Only a number is wanted here: the count of lines in the entries below that contain the word "roads".

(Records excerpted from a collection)
══════════════════════════════

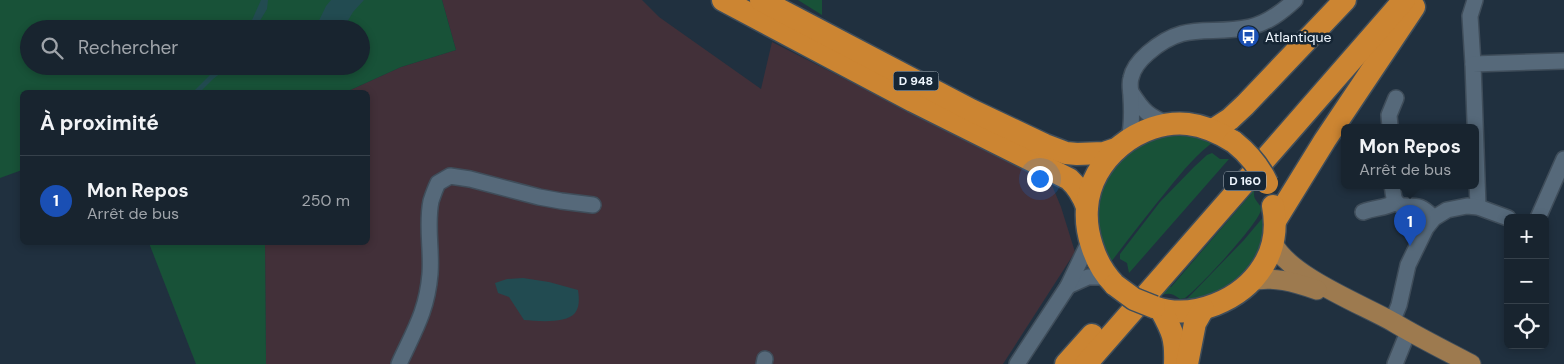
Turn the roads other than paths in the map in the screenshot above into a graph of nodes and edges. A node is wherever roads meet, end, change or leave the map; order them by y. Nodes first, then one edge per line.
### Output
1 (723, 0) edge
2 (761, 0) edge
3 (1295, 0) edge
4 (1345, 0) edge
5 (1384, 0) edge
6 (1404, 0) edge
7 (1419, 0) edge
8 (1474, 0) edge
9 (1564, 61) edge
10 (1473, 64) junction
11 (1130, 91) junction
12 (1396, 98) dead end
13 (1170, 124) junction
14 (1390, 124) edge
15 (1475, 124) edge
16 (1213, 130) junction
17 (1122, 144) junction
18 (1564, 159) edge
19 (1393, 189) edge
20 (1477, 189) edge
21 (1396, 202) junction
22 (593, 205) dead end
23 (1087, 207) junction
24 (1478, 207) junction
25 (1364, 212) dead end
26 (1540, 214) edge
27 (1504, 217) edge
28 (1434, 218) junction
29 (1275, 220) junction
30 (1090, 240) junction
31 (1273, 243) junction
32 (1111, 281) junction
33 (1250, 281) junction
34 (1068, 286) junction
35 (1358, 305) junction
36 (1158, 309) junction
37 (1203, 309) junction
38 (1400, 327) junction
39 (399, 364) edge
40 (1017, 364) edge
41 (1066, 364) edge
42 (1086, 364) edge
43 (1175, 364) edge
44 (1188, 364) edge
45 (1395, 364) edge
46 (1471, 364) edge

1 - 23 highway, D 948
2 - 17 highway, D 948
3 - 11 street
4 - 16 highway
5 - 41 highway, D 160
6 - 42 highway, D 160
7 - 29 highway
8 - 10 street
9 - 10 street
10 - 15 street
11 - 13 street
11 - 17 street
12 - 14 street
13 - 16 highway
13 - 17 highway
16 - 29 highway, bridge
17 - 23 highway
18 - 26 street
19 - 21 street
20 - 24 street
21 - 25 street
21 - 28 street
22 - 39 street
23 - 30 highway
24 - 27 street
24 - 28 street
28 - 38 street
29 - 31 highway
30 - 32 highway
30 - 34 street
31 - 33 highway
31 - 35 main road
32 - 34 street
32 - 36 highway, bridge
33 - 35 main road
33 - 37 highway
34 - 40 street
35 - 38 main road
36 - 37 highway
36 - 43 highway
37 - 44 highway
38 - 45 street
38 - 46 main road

══════════════════════════════

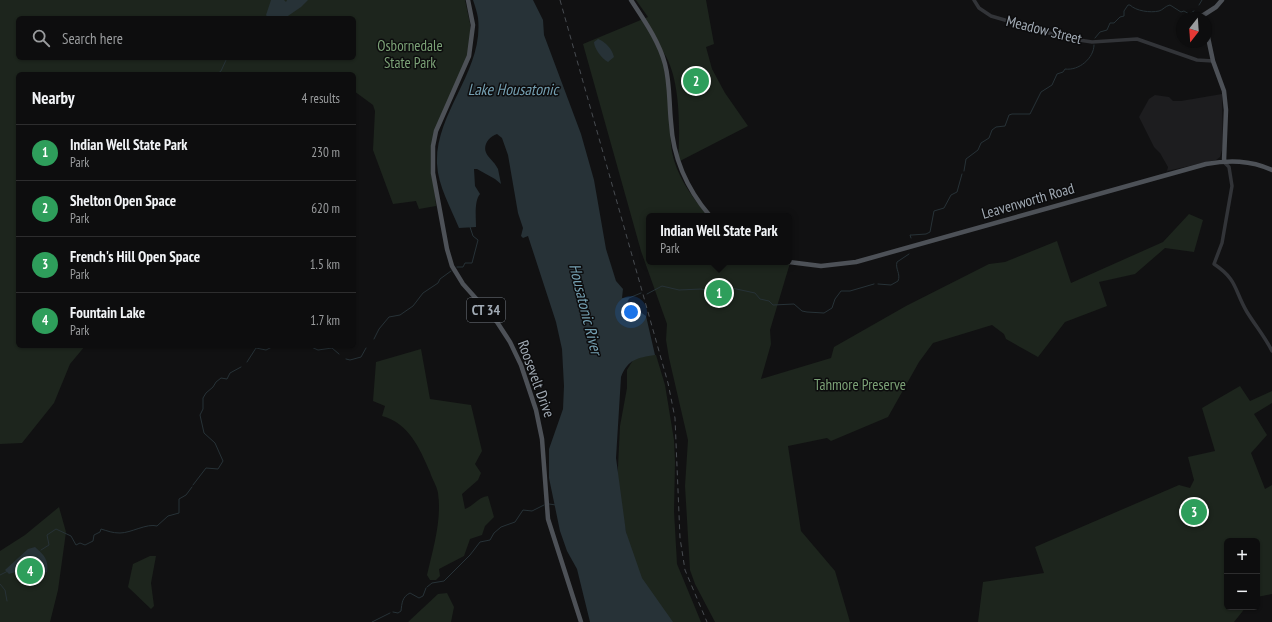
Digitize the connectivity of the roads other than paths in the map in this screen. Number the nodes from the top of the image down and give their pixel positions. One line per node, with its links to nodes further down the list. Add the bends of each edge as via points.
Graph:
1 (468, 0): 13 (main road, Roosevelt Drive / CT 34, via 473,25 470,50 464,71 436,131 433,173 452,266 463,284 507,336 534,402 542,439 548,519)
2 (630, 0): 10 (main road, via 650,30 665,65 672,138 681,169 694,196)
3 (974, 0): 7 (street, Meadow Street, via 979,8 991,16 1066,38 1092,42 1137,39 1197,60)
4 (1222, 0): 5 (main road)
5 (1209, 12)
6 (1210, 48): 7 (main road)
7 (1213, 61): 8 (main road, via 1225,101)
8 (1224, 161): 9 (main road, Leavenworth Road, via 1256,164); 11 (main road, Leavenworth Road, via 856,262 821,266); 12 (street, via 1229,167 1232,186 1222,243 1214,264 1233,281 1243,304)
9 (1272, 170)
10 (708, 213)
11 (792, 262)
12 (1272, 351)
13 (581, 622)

══════════════════════════════

» Solution below: 2